El Real Madrid vive su peor crisis interna en años. La directiva del club merengue abrió expedientes disciplinarios a Federico Valverde y Aurélien Tchouaméni tras una pelea en el vestuario de la Ciudad Deportiva de Valdebebas que terminó con el mediocampista uruguayo trasladado al hospital. Según medios españoles, la sanción no incluirá castigo deportivo pero sí una multa económica de magnitud histórica: un millón de euros en total, 500.000 para cada uno.
Los hechos ocurrieron en dos actos. El miércoles hubo un primer roce en el entrenamiento entre ambos jugadores, que debieron ser separados. El jueves, a la llegada al predio, Tchouaméni intentó tender la mano para hacer las paces. Valverde le negó el saludo. La tensión se extendió durante la práctica y detonó en el vestuario: según el diario Marca, quien dio la primicia, fue el francés quien golpeó al uruguayo. Al resbalar, Valverde se golpeó la cabeza con una mesa y debió ser trasladado al hospital con una brecha importante.
El propio Valverde intentó bajar el tono en un comunicado posterior. “En ningún momento mi compañero me golpeó, ni yo lo golpeé a él”, sostuvo el capitán charrúa. El club, en cambio, fue más contundente: el comunicado oficial confirmó la apertura de los expedientes sin dar detalles, mientras que directivos como José Ángel Sánchez se reunieron de urgencia con el plantel completo.

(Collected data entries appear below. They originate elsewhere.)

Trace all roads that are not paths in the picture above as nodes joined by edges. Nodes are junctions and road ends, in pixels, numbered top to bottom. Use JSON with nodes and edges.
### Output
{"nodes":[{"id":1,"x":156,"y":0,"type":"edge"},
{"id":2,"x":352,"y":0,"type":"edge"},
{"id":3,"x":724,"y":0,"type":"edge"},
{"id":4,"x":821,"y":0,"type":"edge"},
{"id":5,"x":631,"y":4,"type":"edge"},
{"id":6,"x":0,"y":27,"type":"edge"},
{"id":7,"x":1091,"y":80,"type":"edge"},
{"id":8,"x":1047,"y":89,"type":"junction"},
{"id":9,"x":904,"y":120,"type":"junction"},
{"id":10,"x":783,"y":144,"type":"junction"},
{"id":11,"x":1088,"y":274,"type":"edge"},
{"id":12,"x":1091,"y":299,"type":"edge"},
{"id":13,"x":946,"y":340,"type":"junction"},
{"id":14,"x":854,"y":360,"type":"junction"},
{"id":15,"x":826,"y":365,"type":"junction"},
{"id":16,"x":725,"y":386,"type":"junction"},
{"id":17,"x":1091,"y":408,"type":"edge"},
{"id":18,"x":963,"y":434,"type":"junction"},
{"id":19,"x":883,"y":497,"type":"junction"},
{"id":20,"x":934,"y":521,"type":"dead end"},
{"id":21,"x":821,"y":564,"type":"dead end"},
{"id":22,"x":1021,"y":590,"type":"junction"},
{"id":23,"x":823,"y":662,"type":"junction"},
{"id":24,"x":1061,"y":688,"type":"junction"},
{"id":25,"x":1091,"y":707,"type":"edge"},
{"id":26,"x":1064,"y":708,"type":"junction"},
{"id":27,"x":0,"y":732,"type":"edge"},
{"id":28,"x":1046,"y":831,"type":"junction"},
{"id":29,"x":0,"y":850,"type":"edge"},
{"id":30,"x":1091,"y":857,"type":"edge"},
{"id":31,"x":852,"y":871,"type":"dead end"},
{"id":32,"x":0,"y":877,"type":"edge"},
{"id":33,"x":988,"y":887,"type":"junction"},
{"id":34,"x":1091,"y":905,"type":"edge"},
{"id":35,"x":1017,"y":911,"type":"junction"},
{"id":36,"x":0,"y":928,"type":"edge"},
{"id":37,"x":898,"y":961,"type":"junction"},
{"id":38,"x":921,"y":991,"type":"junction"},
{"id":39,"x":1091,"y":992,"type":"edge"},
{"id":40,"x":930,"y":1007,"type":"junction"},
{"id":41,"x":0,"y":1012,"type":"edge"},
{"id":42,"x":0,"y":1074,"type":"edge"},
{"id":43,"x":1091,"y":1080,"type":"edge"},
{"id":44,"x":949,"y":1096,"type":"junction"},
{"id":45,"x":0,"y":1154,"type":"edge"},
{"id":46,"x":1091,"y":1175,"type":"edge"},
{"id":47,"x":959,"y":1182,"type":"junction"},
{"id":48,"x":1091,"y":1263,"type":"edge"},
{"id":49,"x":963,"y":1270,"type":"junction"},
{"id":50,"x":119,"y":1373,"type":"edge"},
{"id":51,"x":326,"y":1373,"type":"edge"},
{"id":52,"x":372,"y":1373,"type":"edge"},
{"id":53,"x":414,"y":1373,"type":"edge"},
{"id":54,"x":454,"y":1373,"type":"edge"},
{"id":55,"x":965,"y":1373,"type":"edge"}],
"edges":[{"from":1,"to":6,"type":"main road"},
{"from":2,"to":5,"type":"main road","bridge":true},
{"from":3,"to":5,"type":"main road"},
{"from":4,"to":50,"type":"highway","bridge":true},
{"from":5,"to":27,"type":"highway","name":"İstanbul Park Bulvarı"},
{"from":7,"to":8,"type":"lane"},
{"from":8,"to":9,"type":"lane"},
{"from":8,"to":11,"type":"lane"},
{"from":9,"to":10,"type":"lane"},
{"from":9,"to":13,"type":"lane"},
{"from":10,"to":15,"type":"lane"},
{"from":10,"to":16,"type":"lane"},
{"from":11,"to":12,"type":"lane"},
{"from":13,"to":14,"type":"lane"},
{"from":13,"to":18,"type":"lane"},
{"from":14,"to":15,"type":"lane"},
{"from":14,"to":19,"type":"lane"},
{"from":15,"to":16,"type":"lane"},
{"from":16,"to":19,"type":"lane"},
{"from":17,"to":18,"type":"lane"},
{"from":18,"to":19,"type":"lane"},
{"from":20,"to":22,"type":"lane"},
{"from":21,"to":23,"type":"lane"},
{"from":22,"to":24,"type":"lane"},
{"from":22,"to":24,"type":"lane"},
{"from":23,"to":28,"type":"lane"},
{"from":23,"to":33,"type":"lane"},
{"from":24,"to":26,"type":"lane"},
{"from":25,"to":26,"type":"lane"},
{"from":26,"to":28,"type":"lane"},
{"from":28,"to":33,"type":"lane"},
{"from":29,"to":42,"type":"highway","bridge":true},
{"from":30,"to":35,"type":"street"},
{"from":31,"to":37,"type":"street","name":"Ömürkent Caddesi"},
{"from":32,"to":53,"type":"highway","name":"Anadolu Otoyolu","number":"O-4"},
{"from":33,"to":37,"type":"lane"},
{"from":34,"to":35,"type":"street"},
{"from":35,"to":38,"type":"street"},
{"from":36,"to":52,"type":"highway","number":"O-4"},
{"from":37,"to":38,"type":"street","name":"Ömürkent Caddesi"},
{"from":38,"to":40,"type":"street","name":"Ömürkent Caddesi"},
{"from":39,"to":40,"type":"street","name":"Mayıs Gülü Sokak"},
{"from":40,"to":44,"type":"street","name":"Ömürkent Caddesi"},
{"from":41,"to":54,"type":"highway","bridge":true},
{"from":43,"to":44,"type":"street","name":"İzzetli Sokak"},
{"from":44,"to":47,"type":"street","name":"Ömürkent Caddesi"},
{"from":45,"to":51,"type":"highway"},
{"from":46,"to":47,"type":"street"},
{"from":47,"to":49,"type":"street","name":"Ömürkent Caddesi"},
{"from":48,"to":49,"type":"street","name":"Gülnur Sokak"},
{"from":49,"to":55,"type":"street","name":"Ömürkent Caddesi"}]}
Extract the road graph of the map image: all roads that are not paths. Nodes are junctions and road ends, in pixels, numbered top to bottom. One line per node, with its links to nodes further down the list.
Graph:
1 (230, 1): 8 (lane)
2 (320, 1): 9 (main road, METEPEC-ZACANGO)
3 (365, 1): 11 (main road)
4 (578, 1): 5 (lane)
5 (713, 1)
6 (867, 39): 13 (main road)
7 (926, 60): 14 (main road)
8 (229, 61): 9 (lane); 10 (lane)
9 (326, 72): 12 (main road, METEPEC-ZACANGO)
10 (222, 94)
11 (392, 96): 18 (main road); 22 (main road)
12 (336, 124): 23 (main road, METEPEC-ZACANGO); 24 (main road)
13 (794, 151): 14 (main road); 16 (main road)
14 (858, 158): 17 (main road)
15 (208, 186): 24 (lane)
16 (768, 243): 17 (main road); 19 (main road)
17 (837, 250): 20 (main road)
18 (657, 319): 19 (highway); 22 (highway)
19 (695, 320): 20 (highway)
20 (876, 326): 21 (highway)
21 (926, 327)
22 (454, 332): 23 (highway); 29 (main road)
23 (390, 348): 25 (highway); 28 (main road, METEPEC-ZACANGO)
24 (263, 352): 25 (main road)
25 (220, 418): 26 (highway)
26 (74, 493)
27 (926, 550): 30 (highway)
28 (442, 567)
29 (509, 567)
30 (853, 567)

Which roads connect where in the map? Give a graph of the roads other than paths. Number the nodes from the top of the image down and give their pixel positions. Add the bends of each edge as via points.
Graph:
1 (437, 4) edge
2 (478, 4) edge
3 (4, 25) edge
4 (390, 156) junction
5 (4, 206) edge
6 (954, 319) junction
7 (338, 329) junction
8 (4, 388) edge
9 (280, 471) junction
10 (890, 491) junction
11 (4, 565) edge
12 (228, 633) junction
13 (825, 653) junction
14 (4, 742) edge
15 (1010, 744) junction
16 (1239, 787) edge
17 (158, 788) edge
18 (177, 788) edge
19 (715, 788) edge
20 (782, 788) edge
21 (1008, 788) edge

La decisión institucional descarta suspensiones deportivas —el Clásico del domingo ante Barcelona apura los tiempos— y apunta a un golpe exclusivamente económico. Si se confirma la cifra que manejan los medios españoles, sería la sanción monetaria más alta aplicada a jugadores del primer equipo en la historia reciente del club.
El Madrid llega al partido más importante de la temporada con el vestuario fracturado, su capitán con una brecha en la cabeza y la Liga en juego. Si el Barcelona gana o empata el domingo, se consagra campeón.